=== Problem to work on ===
Could the data below be printed out exactly, with the pictures left out?

=== Source material ===

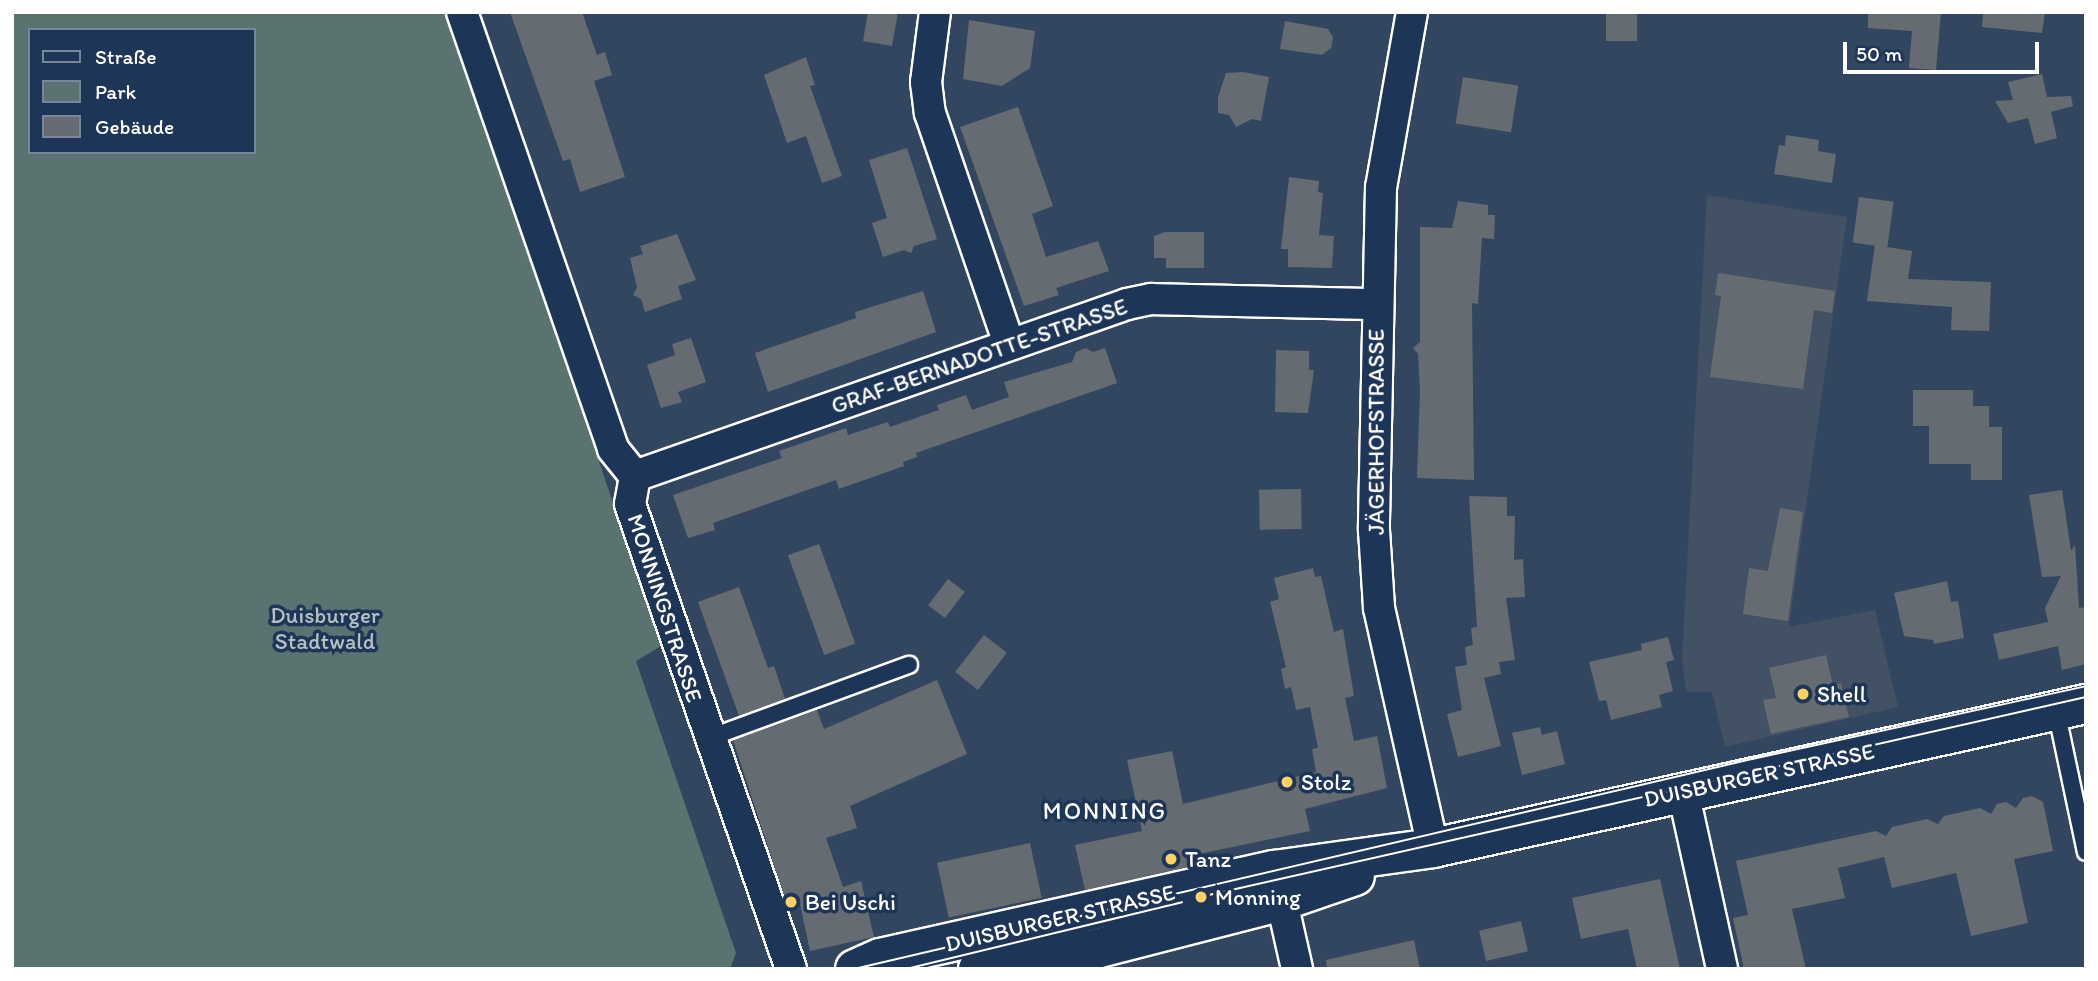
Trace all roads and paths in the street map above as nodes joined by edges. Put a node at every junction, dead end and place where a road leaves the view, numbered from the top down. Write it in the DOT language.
graph roads {
  1 [pos="462,12"];
  2 [pos="935,12"];
  3 [pos="1412,12"];
  4 [pos="1377,304"];
  5 [pos="1009,344"];
  6 [pos="635,476"];
  7 [pos="909,665"];
  8 [pos="2071,707"];
  9 [pos="709,738"];
  10 [pos="1684,791"];
  11 [pos="1433,848"];
  12 [pos="2086,852"];
  13 [pos="1279,886"];
  14 [pos="1072,934"];
  15 [pos="792,969"];
  16 [pos="855,969"];
  17 [pos="978,969"];
  18 [pos="1297,969"];
  19 [pos="1722,969"];
  1 -- 6 [label="street"];
  2 -- 5 [label="street"];
  3 -- 4 [label="street, JÄGERHOFSTRASSE"];
  4 -- 5 [label="street, GRAF-BERNADOTTE-STRASSE"];
  4 -- 11 [label="street, JÄGERHOFSTRASSE"];
  5 -- 6 [label="street, GRAF-BERNADOTTE-STRASSE"];
  6 -- 9 [label="street, MONNINGSTRASSE"];
  7 -- 9 [label="lane"];
  8 -- 10 [label="main road, DUISBURGER STRASSE"];
  8 -- 12 [label="lane"];
  9 -- 15 [label="street, MONNINGSTRASSE"];
  10 -- 11 [label="main road, DUISBURGER STRASSE"];
  10 -- 19 [label="street"];
  11 -- 13 [label="main road, DUISBURGER STRASSE"];
  13 -- 14 [label="main road, DUISBURGER STRASSE"];
  13 -- 18 [label="street"];
  14 -- 16 [label="main road, DUISBURGER STRASSE"];
  14 -- 17 [label="main road, DUISBURGER STRASSE"];
}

=== Solution below ===
Trace all roads and paths in the street map above as nodes joined by edges. Put a node at every junction, dead end and place where a road leaves the view, numbered from the top down. Write it in the DOT language.
graph roads {
  1 [pos="462,12"];
  2 [pos="935,12"];
  3 [pos="1412,12"];
  4 [pos="1377,304"];
  5 [pos="1009,344"];
  6 [pos="635,476"];
  7 [pos="909,665"];
  8 [pos="2071,707"];
  9 [pos="709,738"];
  10 [pos="1684,791"];
  11 [pos="1433,848"];
  12 [pos="2086,852"];
  13 [pos="1279,886"];
  14 [pos="1072,934"];
  15 [pos="792,969"];
  16 [pos="855,969"];
  17 [pos="978,969"];
  18 [pos="1297,969"];
  19 [pos="1722,969"];
  1 -- 6 [label="street"];
  2 -- 5 [label="street"];
  3 -- 4 [label="street, JÄGERHOFSTRASSE"];
  4 -- 5 [label="street, GRAF-BERNADOTTE-STRASSE"];
  4 -- 11 [label="street, JÄGERHOFSTRASSE"];
  5 -- 6 [label="street, GRAF-BERNADOTTE-STRASSE"];
  6 -- 9 [label="street, MONNINGSTRASSE"];
  7 -- 9 [label="lane"];
  8 -- 10 [label="main road, DUISBURGER STRASSE"];
  8 -- 12 [label="lane"];
  9 -- 15 [label="street, MONNINGSTRASSE"];
  10 -- 11 [label="main road, DUISBURGER STRASSE"];
  10 -- 19 [label="street"];
  11 -- 13 [label="main road, DUISBURGER STRASSE"];
  13 -- 14 [label="main road, DUISBURGER STRASSE"];
  13 -- 18 [label="street"];
  14 -- 16 [label="main road, DUISBURGER STRASSE"];
  14 -- 17 [label="main road, DUISBURGER STRASSE"];
}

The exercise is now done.